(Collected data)
────────────────

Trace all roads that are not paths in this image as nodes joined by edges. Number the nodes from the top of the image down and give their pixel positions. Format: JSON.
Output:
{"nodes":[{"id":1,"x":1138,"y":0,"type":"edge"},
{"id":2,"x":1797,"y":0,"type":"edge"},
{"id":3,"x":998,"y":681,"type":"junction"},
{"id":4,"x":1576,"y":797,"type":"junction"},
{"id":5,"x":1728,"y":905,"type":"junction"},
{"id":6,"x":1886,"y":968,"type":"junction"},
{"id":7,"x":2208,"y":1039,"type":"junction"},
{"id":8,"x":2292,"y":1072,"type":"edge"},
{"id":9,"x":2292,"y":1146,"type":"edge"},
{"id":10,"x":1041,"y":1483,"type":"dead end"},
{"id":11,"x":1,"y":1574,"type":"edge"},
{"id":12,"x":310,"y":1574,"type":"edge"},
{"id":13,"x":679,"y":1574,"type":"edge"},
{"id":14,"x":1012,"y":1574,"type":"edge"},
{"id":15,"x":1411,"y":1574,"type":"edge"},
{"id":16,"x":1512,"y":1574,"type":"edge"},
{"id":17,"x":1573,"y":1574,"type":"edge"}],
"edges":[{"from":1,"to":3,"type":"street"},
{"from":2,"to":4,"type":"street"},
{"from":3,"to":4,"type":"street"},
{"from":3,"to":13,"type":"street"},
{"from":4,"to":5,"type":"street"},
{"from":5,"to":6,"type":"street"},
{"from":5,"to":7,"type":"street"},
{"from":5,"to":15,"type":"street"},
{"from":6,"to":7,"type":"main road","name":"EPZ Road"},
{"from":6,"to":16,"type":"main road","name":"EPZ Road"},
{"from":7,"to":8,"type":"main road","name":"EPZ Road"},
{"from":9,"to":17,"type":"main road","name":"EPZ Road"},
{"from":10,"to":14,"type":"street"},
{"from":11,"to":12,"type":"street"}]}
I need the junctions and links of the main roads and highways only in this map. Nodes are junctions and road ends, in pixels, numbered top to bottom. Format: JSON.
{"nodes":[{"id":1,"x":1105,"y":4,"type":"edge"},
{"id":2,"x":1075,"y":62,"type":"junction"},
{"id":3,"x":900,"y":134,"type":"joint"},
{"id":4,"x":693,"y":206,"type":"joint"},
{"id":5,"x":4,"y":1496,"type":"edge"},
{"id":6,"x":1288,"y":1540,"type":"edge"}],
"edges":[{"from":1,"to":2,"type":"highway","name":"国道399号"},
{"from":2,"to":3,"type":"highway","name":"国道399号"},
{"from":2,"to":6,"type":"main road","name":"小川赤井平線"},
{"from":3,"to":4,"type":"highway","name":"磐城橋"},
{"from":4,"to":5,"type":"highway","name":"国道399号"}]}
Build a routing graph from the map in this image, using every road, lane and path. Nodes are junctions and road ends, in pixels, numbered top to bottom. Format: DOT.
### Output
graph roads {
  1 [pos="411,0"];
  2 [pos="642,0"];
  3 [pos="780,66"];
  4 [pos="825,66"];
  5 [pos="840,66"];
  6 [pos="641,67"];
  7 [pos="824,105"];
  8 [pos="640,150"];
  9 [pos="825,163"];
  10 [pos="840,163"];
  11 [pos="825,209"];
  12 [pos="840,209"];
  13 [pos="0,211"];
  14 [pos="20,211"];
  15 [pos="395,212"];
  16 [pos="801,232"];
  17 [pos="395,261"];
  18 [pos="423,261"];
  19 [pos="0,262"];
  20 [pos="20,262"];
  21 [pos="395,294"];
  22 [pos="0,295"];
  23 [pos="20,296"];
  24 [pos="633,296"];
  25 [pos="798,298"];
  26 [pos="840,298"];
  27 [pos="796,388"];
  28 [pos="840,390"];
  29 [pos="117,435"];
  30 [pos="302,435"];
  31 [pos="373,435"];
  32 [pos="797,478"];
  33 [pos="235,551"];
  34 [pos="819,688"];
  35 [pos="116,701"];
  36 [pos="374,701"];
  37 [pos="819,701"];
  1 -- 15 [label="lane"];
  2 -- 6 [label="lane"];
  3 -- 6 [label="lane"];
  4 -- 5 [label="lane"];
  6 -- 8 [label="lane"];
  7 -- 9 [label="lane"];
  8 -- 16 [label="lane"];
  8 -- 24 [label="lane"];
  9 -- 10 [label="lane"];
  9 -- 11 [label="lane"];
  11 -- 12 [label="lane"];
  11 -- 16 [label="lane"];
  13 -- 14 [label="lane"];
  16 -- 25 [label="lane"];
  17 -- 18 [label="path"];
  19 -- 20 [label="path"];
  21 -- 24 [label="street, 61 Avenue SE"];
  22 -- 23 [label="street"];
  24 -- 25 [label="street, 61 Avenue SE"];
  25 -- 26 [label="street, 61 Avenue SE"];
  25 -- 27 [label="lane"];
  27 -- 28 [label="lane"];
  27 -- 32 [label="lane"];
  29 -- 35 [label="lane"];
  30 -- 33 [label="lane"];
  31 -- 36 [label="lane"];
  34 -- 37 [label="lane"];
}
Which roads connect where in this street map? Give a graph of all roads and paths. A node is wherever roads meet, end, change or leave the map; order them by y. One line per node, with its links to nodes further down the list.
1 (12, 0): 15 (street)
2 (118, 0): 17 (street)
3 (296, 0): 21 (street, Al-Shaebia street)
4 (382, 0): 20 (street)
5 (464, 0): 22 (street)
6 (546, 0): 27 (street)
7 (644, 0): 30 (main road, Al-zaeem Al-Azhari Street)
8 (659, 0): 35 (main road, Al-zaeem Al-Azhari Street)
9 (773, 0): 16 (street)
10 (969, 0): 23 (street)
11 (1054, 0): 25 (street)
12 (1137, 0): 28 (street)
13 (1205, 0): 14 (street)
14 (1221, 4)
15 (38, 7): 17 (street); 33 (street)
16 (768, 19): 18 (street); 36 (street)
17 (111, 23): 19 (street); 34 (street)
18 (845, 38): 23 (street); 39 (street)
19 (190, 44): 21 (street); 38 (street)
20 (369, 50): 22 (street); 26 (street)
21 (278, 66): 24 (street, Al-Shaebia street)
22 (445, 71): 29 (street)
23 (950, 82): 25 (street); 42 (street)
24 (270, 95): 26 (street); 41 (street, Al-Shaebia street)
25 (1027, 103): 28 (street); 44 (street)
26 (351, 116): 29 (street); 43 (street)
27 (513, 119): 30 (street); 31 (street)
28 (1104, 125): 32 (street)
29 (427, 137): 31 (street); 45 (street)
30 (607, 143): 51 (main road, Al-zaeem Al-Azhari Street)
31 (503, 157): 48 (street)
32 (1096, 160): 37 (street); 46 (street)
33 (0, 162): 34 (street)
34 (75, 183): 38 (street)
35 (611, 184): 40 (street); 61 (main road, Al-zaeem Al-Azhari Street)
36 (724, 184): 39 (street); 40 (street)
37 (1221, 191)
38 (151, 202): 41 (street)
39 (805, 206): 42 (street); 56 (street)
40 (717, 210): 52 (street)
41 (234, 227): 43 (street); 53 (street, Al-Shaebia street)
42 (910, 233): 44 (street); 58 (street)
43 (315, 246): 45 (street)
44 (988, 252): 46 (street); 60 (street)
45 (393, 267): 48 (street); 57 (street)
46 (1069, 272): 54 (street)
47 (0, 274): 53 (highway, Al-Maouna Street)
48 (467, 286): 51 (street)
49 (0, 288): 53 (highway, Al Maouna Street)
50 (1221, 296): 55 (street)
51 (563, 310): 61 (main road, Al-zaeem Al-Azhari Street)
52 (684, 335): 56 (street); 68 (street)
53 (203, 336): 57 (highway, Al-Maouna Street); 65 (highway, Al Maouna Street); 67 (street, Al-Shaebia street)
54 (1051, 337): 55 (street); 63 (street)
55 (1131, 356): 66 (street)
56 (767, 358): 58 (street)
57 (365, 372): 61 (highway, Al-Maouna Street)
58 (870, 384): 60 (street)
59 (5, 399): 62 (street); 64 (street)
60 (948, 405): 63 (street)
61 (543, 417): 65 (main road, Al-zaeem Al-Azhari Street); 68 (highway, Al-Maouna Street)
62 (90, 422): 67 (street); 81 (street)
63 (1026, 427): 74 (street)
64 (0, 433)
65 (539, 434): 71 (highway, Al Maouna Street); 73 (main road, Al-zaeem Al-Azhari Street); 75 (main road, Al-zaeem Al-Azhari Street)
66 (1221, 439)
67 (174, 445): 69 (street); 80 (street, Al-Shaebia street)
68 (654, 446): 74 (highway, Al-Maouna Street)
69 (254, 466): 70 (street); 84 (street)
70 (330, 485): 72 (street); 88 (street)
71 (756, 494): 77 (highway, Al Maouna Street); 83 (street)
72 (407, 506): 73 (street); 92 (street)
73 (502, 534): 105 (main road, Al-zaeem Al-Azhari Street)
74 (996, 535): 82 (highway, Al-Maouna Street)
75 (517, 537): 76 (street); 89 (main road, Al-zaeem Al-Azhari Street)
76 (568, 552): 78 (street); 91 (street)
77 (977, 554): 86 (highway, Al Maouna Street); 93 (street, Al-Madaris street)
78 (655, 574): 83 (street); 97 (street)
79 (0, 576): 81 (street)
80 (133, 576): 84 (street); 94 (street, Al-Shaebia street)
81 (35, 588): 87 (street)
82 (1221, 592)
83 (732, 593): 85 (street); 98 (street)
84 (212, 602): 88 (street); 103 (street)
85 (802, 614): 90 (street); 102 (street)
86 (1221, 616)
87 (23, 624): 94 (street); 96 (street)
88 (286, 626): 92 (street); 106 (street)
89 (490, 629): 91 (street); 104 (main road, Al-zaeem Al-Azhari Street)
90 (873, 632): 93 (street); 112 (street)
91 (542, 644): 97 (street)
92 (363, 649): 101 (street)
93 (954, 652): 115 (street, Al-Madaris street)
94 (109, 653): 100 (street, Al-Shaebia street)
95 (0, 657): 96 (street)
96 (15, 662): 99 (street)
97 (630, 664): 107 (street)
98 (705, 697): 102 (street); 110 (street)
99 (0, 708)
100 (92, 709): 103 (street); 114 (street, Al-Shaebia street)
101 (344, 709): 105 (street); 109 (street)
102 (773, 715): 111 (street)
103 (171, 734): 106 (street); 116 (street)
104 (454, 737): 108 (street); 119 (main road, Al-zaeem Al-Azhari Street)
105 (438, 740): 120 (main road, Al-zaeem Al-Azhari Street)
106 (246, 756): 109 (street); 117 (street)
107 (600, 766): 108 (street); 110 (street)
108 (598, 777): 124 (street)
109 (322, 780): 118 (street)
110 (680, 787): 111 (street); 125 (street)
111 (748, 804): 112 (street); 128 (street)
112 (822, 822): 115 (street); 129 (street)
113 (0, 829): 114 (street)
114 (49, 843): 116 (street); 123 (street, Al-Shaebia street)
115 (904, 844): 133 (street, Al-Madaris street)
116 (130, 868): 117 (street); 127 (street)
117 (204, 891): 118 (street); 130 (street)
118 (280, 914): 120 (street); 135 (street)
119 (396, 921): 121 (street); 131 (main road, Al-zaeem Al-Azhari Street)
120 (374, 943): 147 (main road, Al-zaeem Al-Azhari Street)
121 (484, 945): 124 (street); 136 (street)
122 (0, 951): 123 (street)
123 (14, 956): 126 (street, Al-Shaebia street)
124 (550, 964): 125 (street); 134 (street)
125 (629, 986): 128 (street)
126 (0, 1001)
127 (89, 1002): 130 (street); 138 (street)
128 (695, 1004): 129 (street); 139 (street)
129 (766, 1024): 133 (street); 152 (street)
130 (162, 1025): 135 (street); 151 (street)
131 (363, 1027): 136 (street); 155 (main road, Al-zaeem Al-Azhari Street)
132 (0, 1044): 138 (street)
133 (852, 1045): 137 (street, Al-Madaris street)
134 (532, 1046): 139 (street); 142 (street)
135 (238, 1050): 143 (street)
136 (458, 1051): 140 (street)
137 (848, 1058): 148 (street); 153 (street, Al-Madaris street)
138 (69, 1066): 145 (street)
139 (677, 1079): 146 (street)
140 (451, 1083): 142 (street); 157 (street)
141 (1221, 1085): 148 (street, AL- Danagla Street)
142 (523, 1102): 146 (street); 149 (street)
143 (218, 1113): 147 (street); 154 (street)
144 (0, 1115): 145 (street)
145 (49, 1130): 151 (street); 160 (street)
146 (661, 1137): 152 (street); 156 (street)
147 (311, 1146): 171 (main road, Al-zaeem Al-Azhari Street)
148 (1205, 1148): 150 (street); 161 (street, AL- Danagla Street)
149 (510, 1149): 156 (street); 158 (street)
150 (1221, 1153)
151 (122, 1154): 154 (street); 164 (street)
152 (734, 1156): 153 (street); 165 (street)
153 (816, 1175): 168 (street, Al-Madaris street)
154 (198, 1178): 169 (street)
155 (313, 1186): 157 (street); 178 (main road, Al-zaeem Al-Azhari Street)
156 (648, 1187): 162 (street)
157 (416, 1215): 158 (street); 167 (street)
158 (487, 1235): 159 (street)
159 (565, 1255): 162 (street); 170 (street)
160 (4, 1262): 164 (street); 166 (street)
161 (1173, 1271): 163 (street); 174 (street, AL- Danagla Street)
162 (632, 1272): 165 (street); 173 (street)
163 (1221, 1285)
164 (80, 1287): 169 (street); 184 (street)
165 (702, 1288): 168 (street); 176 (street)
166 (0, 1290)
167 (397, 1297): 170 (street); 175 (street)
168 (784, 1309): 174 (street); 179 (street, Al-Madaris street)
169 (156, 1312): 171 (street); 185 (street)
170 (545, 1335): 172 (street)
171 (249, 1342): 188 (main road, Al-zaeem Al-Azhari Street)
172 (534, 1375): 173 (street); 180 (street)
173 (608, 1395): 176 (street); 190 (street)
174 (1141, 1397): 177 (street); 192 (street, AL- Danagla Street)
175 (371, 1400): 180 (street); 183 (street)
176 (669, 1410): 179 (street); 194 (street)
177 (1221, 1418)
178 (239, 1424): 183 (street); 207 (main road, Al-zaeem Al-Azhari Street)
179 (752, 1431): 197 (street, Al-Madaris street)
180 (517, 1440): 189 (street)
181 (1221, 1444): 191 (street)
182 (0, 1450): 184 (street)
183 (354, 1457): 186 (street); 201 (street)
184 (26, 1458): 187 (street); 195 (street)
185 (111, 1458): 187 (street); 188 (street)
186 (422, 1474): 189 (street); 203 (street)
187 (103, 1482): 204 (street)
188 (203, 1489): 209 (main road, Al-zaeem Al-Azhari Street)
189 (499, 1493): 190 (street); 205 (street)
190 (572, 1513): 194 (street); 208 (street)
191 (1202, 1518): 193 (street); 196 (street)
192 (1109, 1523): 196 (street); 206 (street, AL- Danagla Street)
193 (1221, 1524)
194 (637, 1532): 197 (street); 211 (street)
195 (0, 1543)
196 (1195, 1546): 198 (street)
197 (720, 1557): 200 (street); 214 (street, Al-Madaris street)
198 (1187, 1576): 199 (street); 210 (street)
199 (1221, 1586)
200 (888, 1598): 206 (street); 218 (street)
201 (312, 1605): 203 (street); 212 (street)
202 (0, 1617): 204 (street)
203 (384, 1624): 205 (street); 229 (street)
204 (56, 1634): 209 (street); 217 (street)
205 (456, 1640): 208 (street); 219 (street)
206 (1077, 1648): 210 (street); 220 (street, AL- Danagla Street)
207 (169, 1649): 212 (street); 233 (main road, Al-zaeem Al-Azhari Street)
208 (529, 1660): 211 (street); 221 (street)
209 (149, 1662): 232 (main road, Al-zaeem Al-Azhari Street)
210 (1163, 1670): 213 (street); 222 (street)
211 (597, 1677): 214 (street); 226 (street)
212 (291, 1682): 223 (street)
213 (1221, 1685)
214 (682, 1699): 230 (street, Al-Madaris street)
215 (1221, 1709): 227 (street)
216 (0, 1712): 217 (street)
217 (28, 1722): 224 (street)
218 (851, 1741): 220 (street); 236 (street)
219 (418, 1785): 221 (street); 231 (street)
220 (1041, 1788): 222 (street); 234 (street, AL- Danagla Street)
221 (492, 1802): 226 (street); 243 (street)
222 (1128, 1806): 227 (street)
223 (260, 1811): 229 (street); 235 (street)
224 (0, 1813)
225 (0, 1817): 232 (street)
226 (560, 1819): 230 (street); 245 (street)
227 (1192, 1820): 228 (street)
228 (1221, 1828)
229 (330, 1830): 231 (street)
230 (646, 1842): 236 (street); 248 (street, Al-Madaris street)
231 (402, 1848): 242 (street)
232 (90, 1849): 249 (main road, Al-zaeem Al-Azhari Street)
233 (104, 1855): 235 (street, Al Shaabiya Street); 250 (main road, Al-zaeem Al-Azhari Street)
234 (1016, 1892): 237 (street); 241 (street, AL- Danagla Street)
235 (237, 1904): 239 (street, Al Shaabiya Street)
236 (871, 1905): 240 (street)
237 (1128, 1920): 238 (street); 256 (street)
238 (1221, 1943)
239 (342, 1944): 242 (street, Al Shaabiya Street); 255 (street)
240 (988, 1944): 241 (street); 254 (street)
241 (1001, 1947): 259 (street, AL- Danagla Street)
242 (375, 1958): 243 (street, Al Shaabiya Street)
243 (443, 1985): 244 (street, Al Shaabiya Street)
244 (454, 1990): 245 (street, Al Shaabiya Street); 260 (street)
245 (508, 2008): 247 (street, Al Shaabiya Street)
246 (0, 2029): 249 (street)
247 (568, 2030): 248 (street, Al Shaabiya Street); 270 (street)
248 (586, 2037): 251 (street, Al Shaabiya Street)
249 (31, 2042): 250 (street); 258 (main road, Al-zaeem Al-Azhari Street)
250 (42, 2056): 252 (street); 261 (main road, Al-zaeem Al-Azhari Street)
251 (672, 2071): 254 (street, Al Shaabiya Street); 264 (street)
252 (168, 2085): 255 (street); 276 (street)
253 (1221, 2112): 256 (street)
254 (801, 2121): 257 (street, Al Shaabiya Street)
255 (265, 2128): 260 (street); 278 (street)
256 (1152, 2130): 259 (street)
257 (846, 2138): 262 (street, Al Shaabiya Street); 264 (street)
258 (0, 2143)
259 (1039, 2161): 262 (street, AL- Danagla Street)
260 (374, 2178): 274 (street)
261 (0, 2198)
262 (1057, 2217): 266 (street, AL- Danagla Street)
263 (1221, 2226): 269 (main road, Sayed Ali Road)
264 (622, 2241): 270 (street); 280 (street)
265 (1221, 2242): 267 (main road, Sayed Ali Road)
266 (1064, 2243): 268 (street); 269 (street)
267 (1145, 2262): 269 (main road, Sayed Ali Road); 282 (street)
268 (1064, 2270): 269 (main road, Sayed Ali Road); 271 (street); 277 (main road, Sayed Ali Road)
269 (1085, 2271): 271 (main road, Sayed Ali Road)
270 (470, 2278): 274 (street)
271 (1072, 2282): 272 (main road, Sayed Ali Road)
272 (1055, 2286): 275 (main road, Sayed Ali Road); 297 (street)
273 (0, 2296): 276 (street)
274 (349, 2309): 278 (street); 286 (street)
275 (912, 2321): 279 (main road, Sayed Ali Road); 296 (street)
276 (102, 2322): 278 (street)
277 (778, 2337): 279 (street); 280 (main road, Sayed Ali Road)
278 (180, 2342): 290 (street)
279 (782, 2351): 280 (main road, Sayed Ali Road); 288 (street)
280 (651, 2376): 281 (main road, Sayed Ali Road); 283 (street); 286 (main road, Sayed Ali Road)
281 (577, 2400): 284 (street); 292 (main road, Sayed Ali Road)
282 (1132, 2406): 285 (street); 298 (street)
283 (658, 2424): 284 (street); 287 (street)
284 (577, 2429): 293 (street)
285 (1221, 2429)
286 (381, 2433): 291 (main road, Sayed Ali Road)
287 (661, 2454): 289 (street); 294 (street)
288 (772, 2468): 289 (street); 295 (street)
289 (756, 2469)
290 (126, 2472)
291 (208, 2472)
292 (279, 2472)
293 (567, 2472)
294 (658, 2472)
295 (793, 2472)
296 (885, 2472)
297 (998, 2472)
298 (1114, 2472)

────────────────

**YOUR INSTRUCTIONS**
The reply should be nothing but the number of lines in the entries that include "numbered".

**SOLUTION FOR THIS TASK**
2